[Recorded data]
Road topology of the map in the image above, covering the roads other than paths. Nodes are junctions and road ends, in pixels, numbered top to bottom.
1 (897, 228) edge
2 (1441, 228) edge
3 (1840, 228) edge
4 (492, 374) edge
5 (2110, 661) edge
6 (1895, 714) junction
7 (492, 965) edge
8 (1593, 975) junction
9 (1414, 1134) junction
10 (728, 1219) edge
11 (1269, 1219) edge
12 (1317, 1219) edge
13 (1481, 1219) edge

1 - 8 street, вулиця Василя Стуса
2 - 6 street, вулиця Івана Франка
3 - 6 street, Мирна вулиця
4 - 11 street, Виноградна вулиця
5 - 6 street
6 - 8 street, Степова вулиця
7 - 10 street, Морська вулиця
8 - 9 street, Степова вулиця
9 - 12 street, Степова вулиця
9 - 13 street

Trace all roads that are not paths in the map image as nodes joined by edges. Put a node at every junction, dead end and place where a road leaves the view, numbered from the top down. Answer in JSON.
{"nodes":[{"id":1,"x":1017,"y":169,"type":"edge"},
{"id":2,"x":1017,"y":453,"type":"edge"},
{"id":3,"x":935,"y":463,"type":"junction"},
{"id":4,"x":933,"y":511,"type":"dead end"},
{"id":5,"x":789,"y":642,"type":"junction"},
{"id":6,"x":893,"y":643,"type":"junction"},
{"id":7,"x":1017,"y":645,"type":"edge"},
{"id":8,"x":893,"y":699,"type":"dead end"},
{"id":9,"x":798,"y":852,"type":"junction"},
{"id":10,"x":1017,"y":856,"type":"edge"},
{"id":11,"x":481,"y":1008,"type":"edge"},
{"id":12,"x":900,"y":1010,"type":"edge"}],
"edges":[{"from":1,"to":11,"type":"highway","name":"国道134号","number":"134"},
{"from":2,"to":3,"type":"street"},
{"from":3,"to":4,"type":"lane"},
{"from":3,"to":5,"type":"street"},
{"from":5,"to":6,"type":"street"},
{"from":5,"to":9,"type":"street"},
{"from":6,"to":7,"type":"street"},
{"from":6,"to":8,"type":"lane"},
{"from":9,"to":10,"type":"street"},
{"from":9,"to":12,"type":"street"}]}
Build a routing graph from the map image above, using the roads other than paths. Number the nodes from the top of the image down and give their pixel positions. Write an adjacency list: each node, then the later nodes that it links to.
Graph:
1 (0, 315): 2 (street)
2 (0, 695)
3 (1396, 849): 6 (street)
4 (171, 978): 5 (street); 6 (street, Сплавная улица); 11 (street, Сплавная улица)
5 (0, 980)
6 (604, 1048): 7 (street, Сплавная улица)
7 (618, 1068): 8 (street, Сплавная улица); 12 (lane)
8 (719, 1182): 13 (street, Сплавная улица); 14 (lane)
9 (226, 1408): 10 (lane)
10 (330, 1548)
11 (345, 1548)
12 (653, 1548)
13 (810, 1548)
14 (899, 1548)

Aim of the task
Every line of the data must be written out again word for word.

Output
Road topology of the map in the image above, covering the roads other than paths. Nodes are junctions and road ends, in pixels, numbered top to bottom.
1 (897, 228) edge
2 (1441, 228) edge
3 (1840, 228) edge
4 (492, 374) edge
5 (2110, 661) edge
6 (1895, 714) junction
7 (492, 965) edge
8 (1593, 975) junction
9 (1414, 1134) junction
10 (728, 1219) edge
11 (1269, 1219) edge
12 (1317, 1219) edge
13 (1481, 1219) edge

1 - 8 street, вулиця Василя Стуса
2 - 6 street, вулиця Івана Франка
3 - 6 street, Мирна вулиця
4 - 11 street, Виноградна вулиця
5 - 6 street
6 - 8 street, Степова вулиця
7 - 10 street, Морська вулиця
8 - 9 street, Степова вулиця
9 - 12 street, Степова вулиця
9 - 13 street

Trace all roads that are not paths in the map image as nodes joined by edges. Put a node at every junction, dead end and place where a road leaves the view, numbered from the top down. Answer in JSON.
{"nodes":[{"id":1,"x":1017,"y":169,"type":"edge"},
{"id":2,"x":1017,"y":453,"type":"edge"},
{"id":3,"x":935,"y":463,"type":"junction"},
{"id":4,"x":933,"y":511,"type":"dead end"},
{"id":5,"x":789,"y":642,"type":"junction"},
{"id":6,"x":893,"y":643,"type":"junction"},
{"id":7,"x":1017,"y":645,"type":"edge"},
{"id":8,"x":893,"y":699,"type":"dead end"},
{"id":9,"x":798,"y":852,"type":"junction"},
{"id":10,"x":1017,"y":856,"type":"edge"},
{"id":11,"x":481,"y":1008,"type":"edge"},
{"id":12,"x":900,"y":1010,"type":"edge"}],
"edges":[{"from":1,"to":11,"type":"highway","name":"国道134号","number":"134"},
{"from":2,"to":3,"type":"street"},
{"from":3,"to":4,"type":"lane"},
{"from":3,"to":5,"type":"street"},
{"from":5,"to":6,"type":"street"},
{"from":5,"to":9,"type":"street"},
{"from":6,"to":7,"type":"street"},
{"from":6,"to":8,"type":"lane"},
{"from":9,"to":10,"type":"street"},
{"from":9,"to":12,"type":"street"}]}
Build a routing graph from the map image above, using the roads other than paths. Number the nodes from the top of the image down and give their pixel positions. Write an adjacency list: each node, then the later nodes that it links to.
Graph:
1 (0, 315): 2 (street)
2 (0, 695)
3 (1396, 849): 6 (street)
4 (171, 978): 5 (street); 6 (street, Сплавная улица); 11 (street, Сплавная улица)
5 (0, 980)
6 (604, 1048): 7 (street, Сплавная улица)
7 (618, 1068): 8 (street, Сплавная улица); 12 (lane)
8 (719, 1182): 13 (street, Сплавная улица); 14 (lane)
9 (226, 1408): 10 (lane)
10 (330, 1548)
11 (345, 1548)
12 (653, 1548)
13 (810, 1548)
14 (899, 1548)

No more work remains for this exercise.